Maybe Lisa knew and she forgot. Maybe no one ever explained these team norms. But now she knows. Now she can be successful. You might need to provide other training as your systems evolve.

Managers Create a System that Allows People to Contribute
One of the biggest things you can do as a manager is to make sure that people can contribute. That means that the technical staff are not multitasking on multiple projects. If you and your peers manage the project portfolio, the technical staff can manage the technical work. That’s part of creating an environment in which people can work.

You might also have to create communities of practice. Managers are not the only people who have expertise—in fact, managers often don’t have the expertise any longer if they are doing a good job managing. But people need to be able to discuss their technical concerns with others in the organization. So, you can create and enable communities of practice.

In a community of practice, you help people with similar jobs or interests get together, then you step back and watch the magic happen. You might organize time for an open space, arrange lunch-and-learns, or plan more formal coaching and mentoring. On a project or a program, you might have to be more formal to make sure that the architects or testers or business analysts share information, risks, and progress on a regular basis.
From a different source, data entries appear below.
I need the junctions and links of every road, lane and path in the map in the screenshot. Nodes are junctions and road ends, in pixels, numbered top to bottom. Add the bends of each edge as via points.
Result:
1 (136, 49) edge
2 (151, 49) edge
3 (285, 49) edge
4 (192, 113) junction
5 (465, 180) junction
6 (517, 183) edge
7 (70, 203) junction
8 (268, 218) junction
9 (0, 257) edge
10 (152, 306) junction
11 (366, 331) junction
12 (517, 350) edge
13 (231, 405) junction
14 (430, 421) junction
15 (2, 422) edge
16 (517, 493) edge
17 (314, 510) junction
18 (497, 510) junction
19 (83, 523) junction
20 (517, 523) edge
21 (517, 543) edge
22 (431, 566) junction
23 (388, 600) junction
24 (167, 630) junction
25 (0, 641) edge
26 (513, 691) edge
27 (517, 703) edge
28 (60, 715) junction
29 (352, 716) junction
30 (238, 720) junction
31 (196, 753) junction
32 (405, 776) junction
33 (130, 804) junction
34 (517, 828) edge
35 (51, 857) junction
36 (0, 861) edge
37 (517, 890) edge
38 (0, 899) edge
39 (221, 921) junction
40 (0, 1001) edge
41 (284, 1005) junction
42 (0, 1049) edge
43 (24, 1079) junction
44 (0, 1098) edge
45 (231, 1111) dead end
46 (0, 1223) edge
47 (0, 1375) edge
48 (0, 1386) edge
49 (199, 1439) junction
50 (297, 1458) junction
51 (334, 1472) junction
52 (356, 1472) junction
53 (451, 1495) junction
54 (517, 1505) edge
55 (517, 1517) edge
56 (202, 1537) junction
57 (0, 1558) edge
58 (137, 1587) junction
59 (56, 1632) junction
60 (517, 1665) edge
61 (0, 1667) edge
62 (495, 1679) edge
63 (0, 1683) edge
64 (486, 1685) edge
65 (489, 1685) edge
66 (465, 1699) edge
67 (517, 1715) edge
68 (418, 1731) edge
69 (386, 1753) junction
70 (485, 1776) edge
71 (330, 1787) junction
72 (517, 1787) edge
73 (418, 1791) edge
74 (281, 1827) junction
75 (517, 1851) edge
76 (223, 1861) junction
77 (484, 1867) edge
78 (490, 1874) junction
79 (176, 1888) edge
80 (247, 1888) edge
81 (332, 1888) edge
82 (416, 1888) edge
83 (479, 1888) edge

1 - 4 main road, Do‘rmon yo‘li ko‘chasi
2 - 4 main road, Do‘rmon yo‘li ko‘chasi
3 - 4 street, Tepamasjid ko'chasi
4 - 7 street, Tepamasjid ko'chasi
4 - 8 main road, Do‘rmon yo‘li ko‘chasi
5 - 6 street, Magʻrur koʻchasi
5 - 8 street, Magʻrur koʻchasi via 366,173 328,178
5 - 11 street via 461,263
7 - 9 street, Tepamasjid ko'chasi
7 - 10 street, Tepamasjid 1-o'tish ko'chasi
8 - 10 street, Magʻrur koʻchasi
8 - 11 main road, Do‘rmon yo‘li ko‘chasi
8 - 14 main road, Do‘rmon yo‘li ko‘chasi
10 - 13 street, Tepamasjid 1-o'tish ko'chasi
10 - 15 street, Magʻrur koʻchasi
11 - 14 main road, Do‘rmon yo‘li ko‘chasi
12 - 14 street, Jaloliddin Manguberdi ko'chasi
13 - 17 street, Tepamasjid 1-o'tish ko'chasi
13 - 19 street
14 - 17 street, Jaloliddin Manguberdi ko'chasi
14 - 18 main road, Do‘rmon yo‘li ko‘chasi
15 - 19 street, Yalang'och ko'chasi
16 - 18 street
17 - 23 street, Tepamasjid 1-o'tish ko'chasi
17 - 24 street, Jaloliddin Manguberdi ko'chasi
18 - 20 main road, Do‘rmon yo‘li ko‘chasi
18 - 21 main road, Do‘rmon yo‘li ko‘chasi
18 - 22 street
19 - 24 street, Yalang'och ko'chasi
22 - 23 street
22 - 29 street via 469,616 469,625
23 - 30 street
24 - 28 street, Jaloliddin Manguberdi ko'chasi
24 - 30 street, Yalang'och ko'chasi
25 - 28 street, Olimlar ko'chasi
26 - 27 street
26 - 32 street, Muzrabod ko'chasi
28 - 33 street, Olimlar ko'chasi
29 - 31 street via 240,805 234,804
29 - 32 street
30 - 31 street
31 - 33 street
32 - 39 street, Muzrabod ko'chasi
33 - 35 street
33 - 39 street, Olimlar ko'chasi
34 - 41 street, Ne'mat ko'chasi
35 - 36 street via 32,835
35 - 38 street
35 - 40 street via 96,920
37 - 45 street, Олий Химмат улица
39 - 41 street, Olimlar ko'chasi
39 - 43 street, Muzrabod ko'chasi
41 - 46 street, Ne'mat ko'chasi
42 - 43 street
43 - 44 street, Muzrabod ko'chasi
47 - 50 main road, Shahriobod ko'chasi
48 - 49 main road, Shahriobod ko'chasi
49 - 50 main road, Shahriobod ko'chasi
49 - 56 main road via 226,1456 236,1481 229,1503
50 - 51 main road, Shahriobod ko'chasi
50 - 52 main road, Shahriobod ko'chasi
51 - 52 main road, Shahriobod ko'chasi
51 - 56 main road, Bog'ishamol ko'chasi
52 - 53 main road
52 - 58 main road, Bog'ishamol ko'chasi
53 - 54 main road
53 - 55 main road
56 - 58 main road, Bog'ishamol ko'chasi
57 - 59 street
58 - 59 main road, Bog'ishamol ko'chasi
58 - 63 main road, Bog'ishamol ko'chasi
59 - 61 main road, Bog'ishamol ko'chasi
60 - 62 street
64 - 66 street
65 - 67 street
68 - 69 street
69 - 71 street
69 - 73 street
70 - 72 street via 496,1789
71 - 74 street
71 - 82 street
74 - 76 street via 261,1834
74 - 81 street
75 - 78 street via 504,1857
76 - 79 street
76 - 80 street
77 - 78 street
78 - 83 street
Whatever the reason for your communities of practice, your role as a manager is to facilitate the initiation of them.

Don’t Use a Ranking System as a Substitute for Management
Do you want to know how people are doing? Provide feedback often, from peers and from managers. Do you want to make sure their salaries are equitable? Don’t rank them. Instead, have one-on-ones and make sure you, as a manager, know what they are doing and what their value is to the organization. Especially don’t use a ranking system to force people into a curve. If you’ve been hiring, paying attention to cultural fit, and providing feedback and training, you don’t have people in the bottom 10 percent.

There is no evidence that ranking systems help. There is significant evidence that ranking systems hurt. Don’t use them—unless you want to destroy collaboration in your organization.